Please remember, we calculate the lower number from the bottom of the screen surface, not from its frame, so the bottom of the frame would be at 25 inches (29 – 4) with a four inch wide frame.
Using an anamorphic lens lets you use a 2.35:1 aspect ratio screen, the same ratio as most movies (which we will refer to as Cinemascope movies) use. The combination of screen and lens means no letterboxing at the top and bottom when watching most movies.
By “anamorphic lens supprt” we mean that the projector has the built in (internal) stretch scaling to properly resize the image to work with an anamorphic lens. Any projector can work with an anamorphic lens, even without this, but it would require an outboard processor to handle the correct scaling. Consider those outboard processors to start at around $800, with products like the recently reviewed DVDO Edge.
All of the projectors in this report have internal support for an anamorphic lens, except the following:
Optoma HD20, BenQ W1000, Vivitek H1080FD, Epson Home Cinema 8100*, Home Cinema 8500UB*, Pro Cinema 9100, Sony VPL-HW15
Also of note, is that some projectors with recessed lenses do make it difficult to mount an anamorphic lens and sled in front of them. Still all of them do have a solution, at least from one manufacturer. The Sanyos and JVCs are examples of projectors, where your choices of anamorphic lens providers is at least a little limited.
* While these three Epson projectors do not have the internal support, the almost identical Pro Cinema 9500UB does support one. So if you want an Epson, and plan an anamorphic lens, and Cinemascope shaped screen, choose the Pro Cinema 9500UB. That will cost less than pairing one of the other Epson’s with an $800+ outboard processor that can adjust of an anamorphic lens.
Panasonic is the only company to provide an anamorphic lens emulation solution. Simply stated, they allow you to change the zoom position (it is motorized) when working with a 2.35:1 screen. In the wider zoom position, a Cinemascope movie just fills the screen. When you need to watch 16:9 or 4:3, you zoom out, so that those sizes do not overshoot the top and bottom of the screen.
What makes it work, is that Panasonic lets you save the lens positions, so that it is easy to toggle back and forth – as easy as controlling a real anamorphic lens/sled.
It’s not a perfect solution, but it’s free, and that compares well to the typical $4000+ for a lens/sled combination from a major manufacturer. The limits – the reasons it isn’t quite as good, are two fold. First, when filling the screen with Cinemascope content, the letterboxes are still there, but they exist above the top of your screen and below the bottom.
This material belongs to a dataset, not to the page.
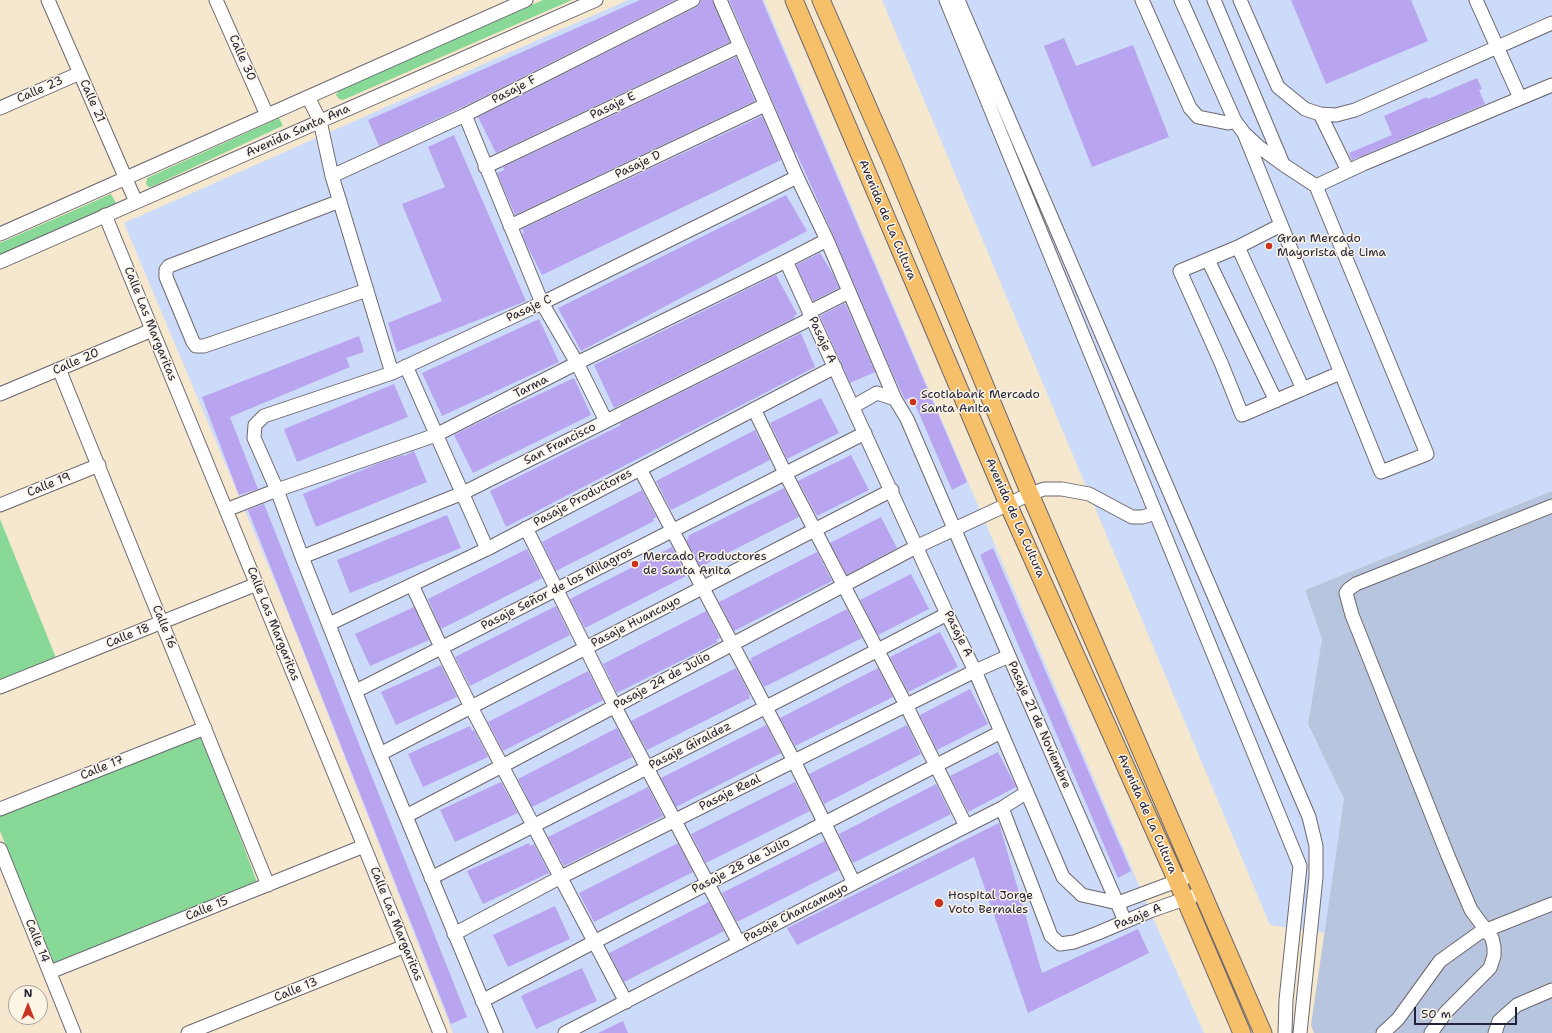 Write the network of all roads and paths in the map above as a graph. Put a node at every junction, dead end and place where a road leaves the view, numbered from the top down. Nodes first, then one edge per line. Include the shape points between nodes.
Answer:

If your walls are light colored, you will still see them, but if your walls are dark (or you have dark draping around the screen), the letterboxes will be invisible.
The second downside relates to brightness. Panasonic’s emulation still produces those letterboxes, so you are only using about 80% of the pixels for the movie image. With a real setup, you use 100%. Thus, you get about a 25% brighter image with a real lens/sled combo.
Lastly, The Panasonic has a 2:1 zoom lens ratio – that’s about as good as it gets. However to support the two lens positions, you give up about half of your placement flexibility, reducing the working range. You won’t be able to place the projector as far back. As a result, in many rooms you will no longer be able to rear shelf mount.
By the way, any projector with at least a 1.5:1 zoom lens can do the same thing, but since projectors are typically mounted where its inconvenient to reach them, it’s not practical for projectors without motorized zoom and focus. (Who wants to climb a ladder every time you want to switch from a movie to HDTV or back?) If the projector has enough range, and motorized zoom and focus, such as the Sanyo PLV-Z700 and PLV-Z3000, the JVC RS10 and RS20 to name a few, you can do the same thing as the Panasonic does.
The difference is you will be using your remote to make the zoom changes, and it will take a minute to get the size just right, and possibly refocus. By comparison, the Panasonic does it at the touch of a button, setting the zoom and refocusing. Nice touch! Keep in mind that adjusting the zoom repeatedly on any projector is likely to throw the focus off, at least a little. That’s why Panasonic’s Lens Memory, uses it’s auto focus technology to refocus after each time you change the zoom setting with Lens Memory.